Geralmente, as pílulas são bônus de subscrição emitidos para acionistas quando um adquirente não desejado pelo conselho de administração atinge determinada participação no capital da companhia. Como esse adquirente não recebe o mesmo direito de comprar ações com desconto, ele é potencialmente diluído. Nos Estados Unidos, os conselheiros da empresa-alvo têm total autonomia para usar essa arma, capaz de afastar tanto as ofertas com preços baixos como qualquer outra que seja contrária aos interesses do board. Presentes nos estatutos de várias companhias do Novo Mercado da BM&FBovespa, as ofertas públicas de aquisição obrigatórias (a partir da compra de determinada participação acionária) receberam o apelido de poison pills por sua semelhança à cria de Lipton — e também herdaram sua vocação para a polêmica. Em seu escritório em Nova York, o advogado recebeu a reportagem da CAPITAL ABERTO.

CAPITAL ABERTO: O senhor tinha ideia de que a poison pill se tornaria tão difundida?
martin lipton: Era evidente que seria amplamente difundida se, de fato, fosse aceita pela corte. Também imaginava que o mecanismo despertaria tantas reações contrárias?

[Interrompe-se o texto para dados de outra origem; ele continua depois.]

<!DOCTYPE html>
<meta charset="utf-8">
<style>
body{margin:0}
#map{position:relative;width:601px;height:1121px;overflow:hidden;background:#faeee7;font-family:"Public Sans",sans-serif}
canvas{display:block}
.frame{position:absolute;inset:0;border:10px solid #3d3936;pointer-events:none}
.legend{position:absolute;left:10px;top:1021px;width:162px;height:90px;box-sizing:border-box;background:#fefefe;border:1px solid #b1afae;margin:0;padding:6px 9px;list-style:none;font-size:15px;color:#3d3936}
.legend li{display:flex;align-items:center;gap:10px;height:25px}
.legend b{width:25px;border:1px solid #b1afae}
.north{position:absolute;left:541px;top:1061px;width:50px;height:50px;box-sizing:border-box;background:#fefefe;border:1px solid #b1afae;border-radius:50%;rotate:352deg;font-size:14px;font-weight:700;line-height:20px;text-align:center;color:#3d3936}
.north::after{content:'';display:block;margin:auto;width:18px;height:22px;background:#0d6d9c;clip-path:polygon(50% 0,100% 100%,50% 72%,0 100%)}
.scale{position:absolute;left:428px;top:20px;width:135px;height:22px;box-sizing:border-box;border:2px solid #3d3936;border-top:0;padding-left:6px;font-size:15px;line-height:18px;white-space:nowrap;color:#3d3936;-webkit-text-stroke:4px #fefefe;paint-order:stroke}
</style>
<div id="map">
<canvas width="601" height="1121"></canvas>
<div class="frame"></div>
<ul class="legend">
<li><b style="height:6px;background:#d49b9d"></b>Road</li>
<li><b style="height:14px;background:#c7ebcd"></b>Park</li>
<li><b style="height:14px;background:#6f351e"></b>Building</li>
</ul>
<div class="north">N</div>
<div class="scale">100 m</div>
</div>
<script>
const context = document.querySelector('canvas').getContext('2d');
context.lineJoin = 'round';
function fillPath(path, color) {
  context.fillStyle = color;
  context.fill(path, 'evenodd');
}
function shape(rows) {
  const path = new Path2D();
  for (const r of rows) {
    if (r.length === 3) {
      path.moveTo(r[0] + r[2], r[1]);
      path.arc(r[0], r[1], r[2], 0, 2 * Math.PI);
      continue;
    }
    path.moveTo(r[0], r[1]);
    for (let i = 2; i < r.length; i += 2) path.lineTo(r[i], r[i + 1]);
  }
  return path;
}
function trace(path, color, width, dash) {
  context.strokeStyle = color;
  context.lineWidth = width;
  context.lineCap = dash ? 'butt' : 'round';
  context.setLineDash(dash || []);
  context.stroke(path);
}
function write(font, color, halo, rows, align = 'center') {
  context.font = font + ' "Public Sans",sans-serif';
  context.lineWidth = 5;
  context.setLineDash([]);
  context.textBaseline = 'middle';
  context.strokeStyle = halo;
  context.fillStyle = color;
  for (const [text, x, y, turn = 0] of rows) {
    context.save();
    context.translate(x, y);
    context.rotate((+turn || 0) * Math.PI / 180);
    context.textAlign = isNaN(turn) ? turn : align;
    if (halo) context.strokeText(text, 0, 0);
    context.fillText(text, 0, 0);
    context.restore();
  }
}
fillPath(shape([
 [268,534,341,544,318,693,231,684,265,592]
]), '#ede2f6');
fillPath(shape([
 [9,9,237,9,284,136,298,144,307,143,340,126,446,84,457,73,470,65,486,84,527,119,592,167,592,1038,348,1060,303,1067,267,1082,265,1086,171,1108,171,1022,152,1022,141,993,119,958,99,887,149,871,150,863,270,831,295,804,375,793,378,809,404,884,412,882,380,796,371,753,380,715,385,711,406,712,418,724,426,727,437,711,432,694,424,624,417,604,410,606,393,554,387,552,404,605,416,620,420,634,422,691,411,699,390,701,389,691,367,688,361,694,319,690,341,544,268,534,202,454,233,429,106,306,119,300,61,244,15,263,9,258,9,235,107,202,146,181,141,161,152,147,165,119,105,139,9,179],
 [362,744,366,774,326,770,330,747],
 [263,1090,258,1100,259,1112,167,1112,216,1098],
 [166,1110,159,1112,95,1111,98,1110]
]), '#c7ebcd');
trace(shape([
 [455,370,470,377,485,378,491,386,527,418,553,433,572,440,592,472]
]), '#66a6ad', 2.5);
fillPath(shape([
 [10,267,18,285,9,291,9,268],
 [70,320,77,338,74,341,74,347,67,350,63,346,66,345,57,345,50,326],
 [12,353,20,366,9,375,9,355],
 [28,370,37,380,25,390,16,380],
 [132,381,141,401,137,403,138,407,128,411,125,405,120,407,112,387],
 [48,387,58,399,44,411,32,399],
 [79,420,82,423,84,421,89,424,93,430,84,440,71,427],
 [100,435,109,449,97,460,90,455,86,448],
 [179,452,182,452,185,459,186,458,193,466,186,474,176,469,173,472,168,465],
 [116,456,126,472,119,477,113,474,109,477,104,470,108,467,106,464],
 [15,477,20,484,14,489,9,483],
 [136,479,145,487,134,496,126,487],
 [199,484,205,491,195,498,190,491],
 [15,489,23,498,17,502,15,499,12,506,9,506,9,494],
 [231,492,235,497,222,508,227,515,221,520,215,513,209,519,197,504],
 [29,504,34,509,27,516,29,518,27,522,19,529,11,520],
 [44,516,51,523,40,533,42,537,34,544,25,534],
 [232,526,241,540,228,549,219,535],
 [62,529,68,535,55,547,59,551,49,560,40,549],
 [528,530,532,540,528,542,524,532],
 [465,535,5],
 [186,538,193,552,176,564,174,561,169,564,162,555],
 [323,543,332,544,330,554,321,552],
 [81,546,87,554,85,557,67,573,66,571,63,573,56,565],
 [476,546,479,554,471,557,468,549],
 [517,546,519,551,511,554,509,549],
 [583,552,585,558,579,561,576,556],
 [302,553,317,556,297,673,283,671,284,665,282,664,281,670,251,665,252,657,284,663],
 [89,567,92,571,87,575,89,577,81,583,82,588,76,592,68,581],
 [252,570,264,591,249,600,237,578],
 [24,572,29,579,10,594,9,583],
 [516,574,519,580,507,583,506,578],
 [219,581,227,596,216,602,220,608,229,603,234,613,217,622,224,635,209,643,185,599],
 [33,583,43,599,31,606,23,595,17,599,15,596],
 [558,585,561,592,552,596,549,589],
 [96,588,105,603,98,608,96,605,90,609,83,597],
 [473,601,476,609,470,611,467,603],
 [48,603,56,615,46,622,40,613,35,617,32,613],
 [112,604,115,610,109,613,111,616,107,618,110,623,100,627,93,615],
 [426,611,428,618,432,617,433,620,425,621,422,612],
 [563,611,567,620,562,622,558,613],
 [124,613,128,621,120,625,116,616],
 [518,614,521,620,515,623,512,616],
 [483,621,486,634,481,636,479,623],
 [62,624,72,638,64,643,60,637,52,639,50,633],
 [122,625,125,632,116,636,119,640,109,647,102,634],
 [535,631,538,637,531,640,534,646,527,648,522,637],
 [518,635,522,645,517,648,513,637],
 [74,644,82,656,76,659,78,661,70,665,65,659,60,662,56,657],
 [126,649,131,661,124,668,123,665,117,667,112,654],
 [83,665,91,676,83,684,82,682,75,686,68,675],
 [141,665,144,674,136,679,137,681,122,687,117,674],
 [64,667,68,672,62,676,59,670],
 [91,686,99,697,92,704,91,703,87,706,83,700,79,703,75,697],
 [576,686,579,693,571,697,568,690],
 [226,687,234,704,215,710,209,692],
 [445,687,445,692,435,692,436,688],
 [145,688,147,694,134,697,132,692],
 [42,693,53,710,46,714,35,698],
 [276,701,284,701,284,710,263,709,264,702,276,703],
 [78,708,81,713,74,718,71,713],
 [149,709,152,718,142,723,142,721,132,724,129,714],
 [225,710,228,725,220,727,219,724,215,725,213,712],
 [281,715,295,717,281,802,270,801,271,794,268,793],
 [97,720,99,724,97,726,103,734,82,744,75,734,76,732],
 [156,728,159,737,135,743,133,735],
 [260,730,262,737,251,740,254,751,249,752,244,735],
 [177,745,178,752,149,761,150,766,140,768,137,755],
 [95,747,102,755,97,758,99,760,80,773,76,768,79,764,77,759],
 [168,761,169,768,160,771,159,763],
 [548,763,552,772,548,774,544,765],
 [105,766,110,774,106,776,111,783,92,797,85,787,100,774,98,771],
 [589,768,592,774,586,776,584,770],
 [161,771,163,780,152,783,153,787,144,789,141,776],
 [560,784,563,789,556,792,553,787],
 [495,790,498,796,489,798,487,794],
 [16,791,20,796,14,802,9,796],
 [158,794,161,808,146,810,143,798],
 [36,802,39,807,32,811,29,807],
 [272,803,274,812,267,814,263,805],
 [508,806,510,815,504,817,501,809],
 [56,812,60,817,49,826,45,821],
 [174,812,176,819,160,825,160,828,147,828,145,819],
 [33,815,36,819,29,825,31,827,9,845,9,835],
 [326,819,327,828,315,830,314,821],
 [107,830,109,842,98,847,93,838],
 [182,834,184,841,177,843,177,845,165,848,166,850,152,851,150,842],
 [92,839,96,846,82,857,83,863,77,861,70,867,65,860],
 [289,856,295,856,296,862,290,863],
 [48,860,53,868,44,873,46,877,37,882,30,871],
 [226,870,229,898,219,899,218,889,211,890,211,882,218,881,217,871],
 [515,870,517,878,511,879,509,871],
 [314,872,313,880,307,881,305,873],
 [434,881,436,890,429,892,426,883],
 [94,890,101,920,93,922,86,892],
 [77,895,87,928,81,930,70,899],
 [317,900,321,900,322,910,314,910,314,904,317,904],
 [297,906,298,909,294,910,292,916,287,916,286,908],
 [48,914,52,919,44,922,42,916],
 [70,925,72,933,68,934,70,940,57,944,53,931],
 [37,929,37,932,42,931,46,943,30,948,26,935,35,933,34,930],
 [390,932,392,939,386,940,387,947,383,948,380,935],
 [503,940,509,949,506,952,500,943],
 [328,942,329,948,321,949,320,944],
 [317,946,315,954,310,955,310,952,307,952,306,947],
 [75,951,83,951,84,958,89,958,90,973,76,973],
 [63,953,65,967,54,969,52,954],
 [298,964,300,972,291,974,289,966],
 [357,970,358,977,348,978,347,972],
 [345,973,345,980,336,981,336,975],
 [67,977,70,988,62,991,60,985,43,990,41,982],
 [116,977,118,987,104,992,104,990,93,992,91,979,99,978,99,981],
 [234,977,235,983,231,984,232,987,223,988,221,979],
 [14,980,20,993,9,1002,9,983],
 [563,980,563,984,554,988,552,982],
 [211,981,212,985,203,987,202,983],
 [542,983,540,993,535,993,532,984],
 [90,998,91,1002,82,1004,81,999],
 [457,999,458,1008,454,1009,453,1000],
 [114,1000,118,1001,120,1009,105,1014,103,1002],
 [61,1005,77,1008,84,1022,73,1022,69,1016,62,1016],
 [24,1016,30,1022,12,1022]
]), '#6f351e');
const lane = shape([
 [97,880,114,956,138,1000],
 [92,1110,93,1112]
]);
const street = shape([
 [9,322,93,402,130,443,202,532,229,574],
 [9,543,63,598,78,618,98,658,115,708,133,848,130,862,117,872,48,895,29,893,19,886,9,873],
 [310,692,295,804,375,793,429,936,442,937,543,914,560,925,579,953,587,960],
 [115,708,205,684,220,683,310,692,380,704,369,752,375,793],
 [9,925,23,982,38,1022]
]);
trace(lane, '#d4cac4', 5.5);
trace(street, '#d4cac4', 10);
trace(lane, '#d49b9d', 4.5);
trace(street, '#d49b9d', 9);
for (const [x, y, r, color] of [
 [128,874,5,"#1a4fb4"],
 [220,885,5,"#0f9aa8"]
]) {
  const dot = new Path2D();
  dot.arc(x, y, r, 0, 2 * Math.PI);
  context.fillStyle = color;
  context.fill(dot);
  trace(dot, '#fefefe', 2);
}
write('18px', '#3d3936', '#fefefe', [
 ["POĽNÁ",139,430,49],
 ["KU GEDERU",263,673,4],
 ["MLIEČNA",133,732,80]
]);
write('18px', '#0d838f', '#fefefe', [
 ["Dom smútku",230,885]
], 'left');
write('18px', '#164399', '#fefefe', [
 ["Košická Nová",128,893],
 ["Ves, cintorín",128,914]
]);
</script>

Claro. Já esperávamos que a poison pill seria alvo de litígios, como foi. Até que, em 1985, um parecer da corte de Delaware (estado norte-americano) a considerou legal. Desde então, com exceção de um ou dois casos em estados que têm uma lei corporativa distinta da de Delaware, a poison pill é considerada legal. Esses estados que tinham legislação diferente rapidamente reformaram suas leis para também tornar a poison pill legal.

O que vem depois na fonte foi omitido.